We had our arguments, of course. That’s what sports fans do. I constantly defended Dustin Pedroia from her disdain for his cockiness. She always stood up for Jonny Gomes’ intangibles (like his ability to bring the locker room together) when I mocked his lack of tangibles (a lifetime .242 average is not superb). My mom was the only person I’ve ever argued about baseball with who would reference a player’s WAR, odd fashion sense and below average throwing arm in the same sentence.
Whenever we spoke of Gomes she would bring up a profile from The Santa Rosa Press Democrat. The article didn’t just detail Gomes’ unusual road to the majors, but it also referenced how well he treated his mom, a detail my own mother made sure I noted. I’m pretty sure it was a not-so-subtle reminder to call more often and I can’t help but laugh about it now. This is why I’ve been using “Jonny Watson” as an occasional pen name, a sort of hybrid of one of her last favorite ballplayers and her own last name.
After my mom passed, every single remaining Sox game took on greater meaning. Far more meaning than any sporting event should ever be saddled with. Grieving is hard, putting that grief into distractions is way easier. So that’s what I did. And the Red Sox kept on winning. They won 108 games during the regular season. They beat the hated Yankees in the division series, including a 16-1 drubbing I’d gladly watch over-and-over-and-over. They beat the defending World Series champion Houston Astros in 5. Then they beat the Dodgers in the World Series.
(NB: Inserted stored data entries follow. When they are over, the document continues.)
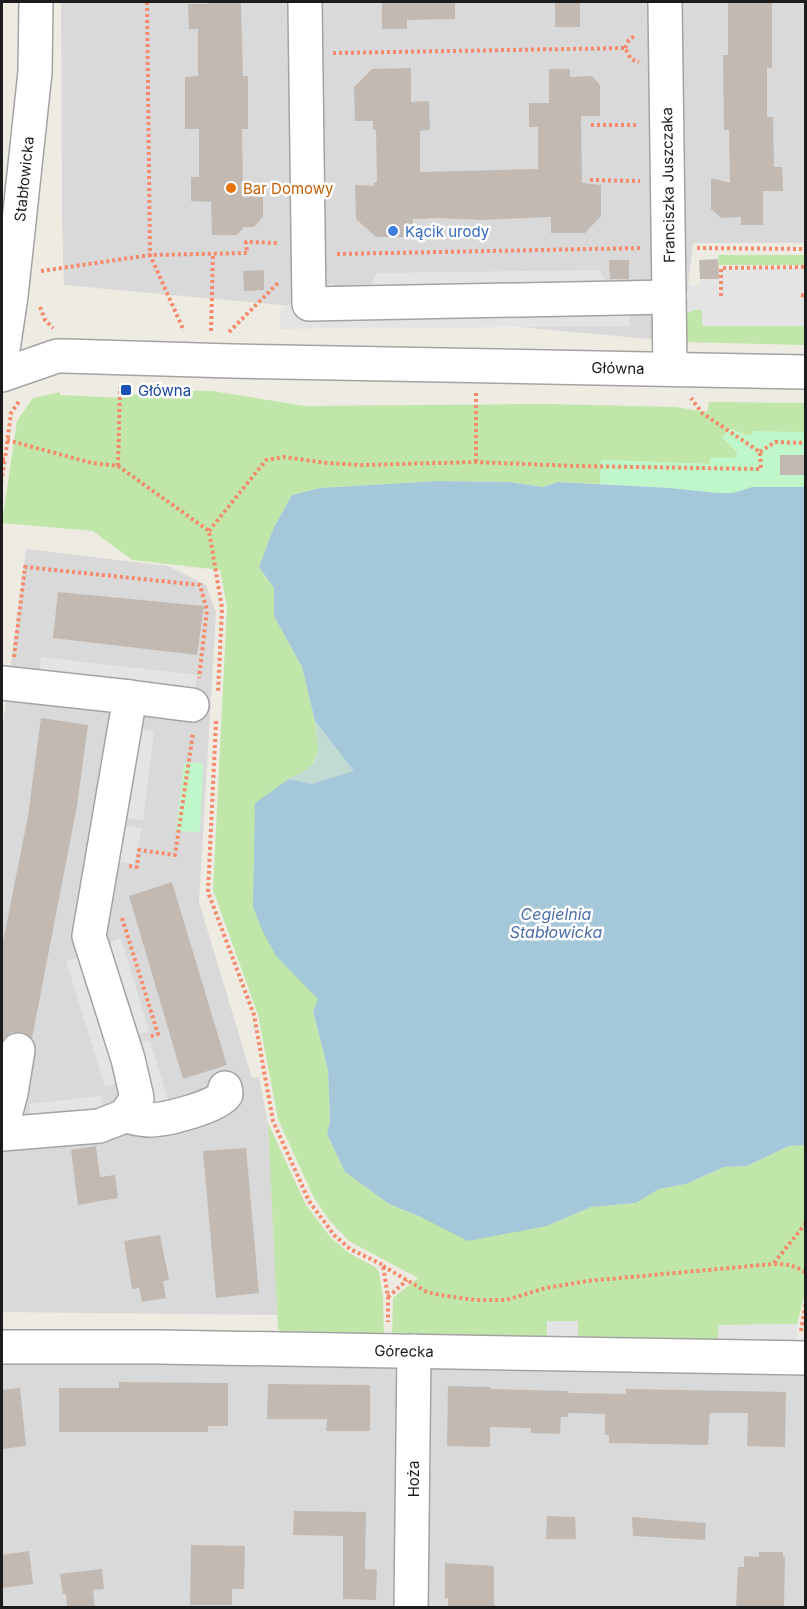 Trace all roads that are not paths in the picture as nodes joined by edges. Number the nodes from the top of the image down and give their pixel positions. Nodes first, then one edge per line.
1 (36, 2) edge
2 (305, 2) edge
3 (665, 2) edge
4 (669, 297) junction
5 (2, 356) edge
6 (806, 372) edge
7 (2, 375) edge
8 (680, 379) junction
9 (2, 683) edge
10 (130, 697) junction
11 (209, 706) road end
12 (18, 1050) dead end
13 (225, 1088) dead end
14 (125, 1116) junction
15 (2, 1127) edge
16 (2, 1134) edge
17 (2, 1347) edge
18 (401, 1351) junction
19 (806, 1358) edge
20 (411, 1608) edge

1 - 5 street, Stabłowicka
2 - 4 street
3 - 4 street, Franciszka Juszczaka
4 - 8 street, Franciszka Juszczaka
6 - 8 street, Główna
7 - 8 street, Główna
9 - 10 street
10 - 11 street
10 - 14 street
12 - 15 street
13 - 14 street
14 - 16 street
17 - 18 street, Górecka
18 - 19 street, Górecka
18 - 20 street, Hoża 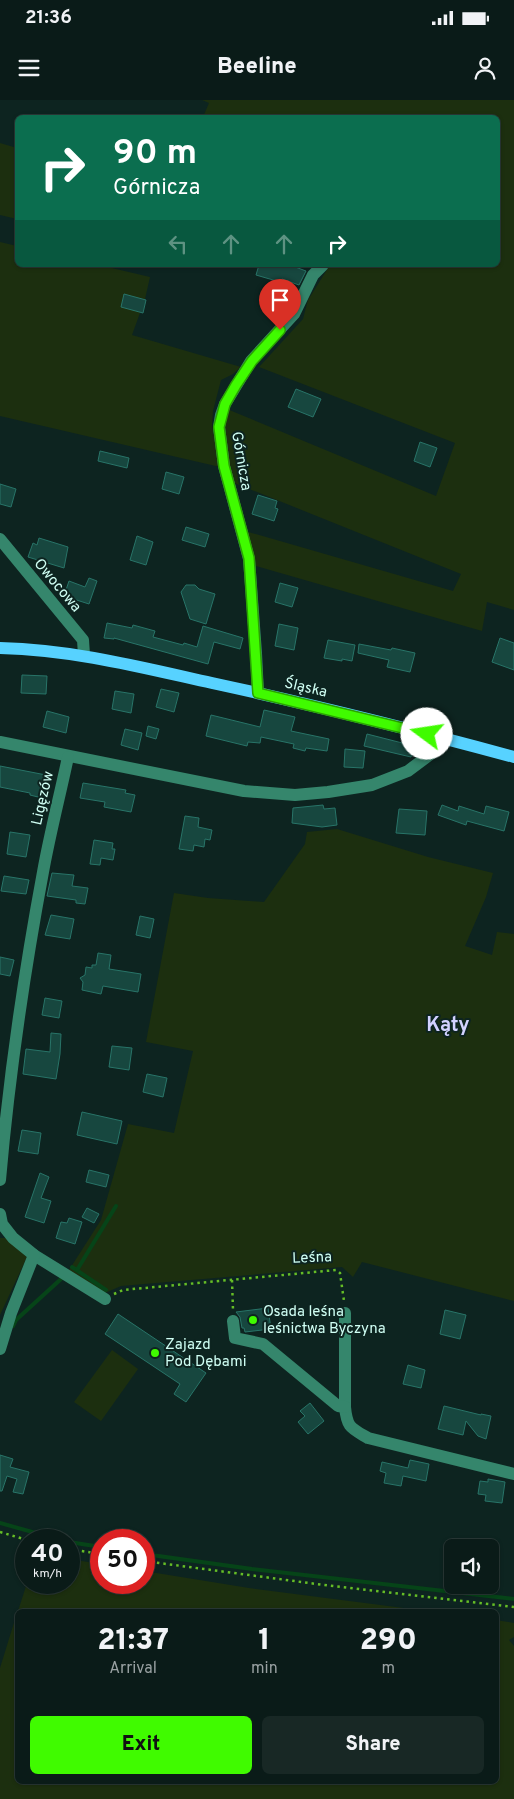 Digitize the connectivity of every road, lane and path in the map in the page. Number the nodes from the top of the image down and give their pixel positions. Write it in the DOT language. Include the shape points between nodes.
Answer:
graph roads {
  1 [pos="321,267"];
  2 [pos="0,539"];
  3 [pos="0,648"];
  4 [pos="84,655"];
  5 [pos="258,693"];
  6 [pos="446,738"];
  7 [pos="0,742"];
  8 [pos="514,756"];
  9 [pos="68,757"];
  10 [pos="0,1180"];
  11 [pos="0,1214"];
  12 [pos="34,1255"];
  13 [pos="232,1280"];
  14 [pos="105,1299"];
  15 [pos="345,1312"];
  16 [pos="233,1321"];
  17 [pos="0,1349"];
  18 [pos="346,1407"];
  19 [pos="514,1474"];
  20 [pos="0,1532"];
  21 [pos="15,1536"];
  22 [pos="155,1562"];
  23 [pos="514,1607"];
  1 -- 5 [label="street, Górnicza" via="313,275 294,314 252,361 221,415 224,466 249,558"];
  2 -- 4 [label="street, Owocowa" via="83,640"];
  3 -- 4 [label="main road, Śląska"];
  4 -- 5 [label="main road, Śląska"];
  5 -- 6 [label="main road, Śląska"];
  6 -- 8 [label="main road, Śląska"];
  6 -- 9 [label="street, Ligęzów" via="440,747 408,771 372,785 295,795 244,791"];
  7 -- 9 [label="street"];
  9 -- 10 [label="street, Ligęzów" via="32,936 7,1098"];
  11 -- 12 [label="street" via="2,1224 13,1238"];
  12 -- 14 [label="street"];
  12 -- 17 [label="street"];
  13 -- 14 [label="path, Leśna" via="122,1290"];
  13 -- 15 [label="path, Leśna" via="336,1270 340,1273"];
  13 -- 16 [label="path"];
  15 -- 18 [label="street"];
  16 -- 18 [label="street" via="235,1338 263,1344 338,1406"];
  18 -- 19 [label="street" via="350,1428 368,1438"];
  20 -- 21 [label="path"];
  22 -- 23 [label="path"];
}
During that series they dropped one game, an 18-inning affair that is one of the best games I’ve ever seen, but the loss gave me an existential crisis. Hours before the game I had gotten a tattoo. Specifically, a tattoo of my mom as a dalmatian wearing a Red Sox hat. Despite going through the ecstasy of 2004, despite winning titles in 2007 & 2013, despite already dispensing with the hated Yankees, I was afraid that I had jinxed the team. I knew this was irrational, but that’s how sports fans think.
In the same vein, I know it’s irrational to think my mom had any sort of hand in the way the 2018 season played out. But it’s comforting to believe, so I believe it. Which brings us back to pitchers and catchers reporting this week. As John Henry strips away the 2018 team for spare parts and a little extra dough, he’s dismantling a team I love way too much. I don’t give a shit how poorly Andrew Benintendi hit last year, I don’t care if any of those prospects turn into All Stars. All I care about is seeing another player my mom adored being shipped out of town. And it breaks my heart. The heartbreak was less than when Mookie was traded, for obvious reasons, but it was the same sensation. It was there when Kimbrel left. It was there when Price left. It was even there when Porcello, who neither my mother or I ever said a good word about, became a Met.
I can’t detach myself from the 2018 team, nor would I ever really want to. They’re the last Red Sox team I’ll ever share with my mom. I know I’ll come back to baseball at some point, I always have in the past. It’ll take some time. Maybe a few years for ownership to earn back my trust, or maybe it’ll only take one 3-game sweep at Yankee Stadium, but I’ll be back.
Until then I’ll just be sitting here, wearing the Mookie Betts shirt my mom bought for me but never had the time to give me, wishing I could get on the phone to listen to my mom gloat about how happy she is now that the team is finally free of Dustin Pedroia. I might even let her get away with it without an argument too… but probably not.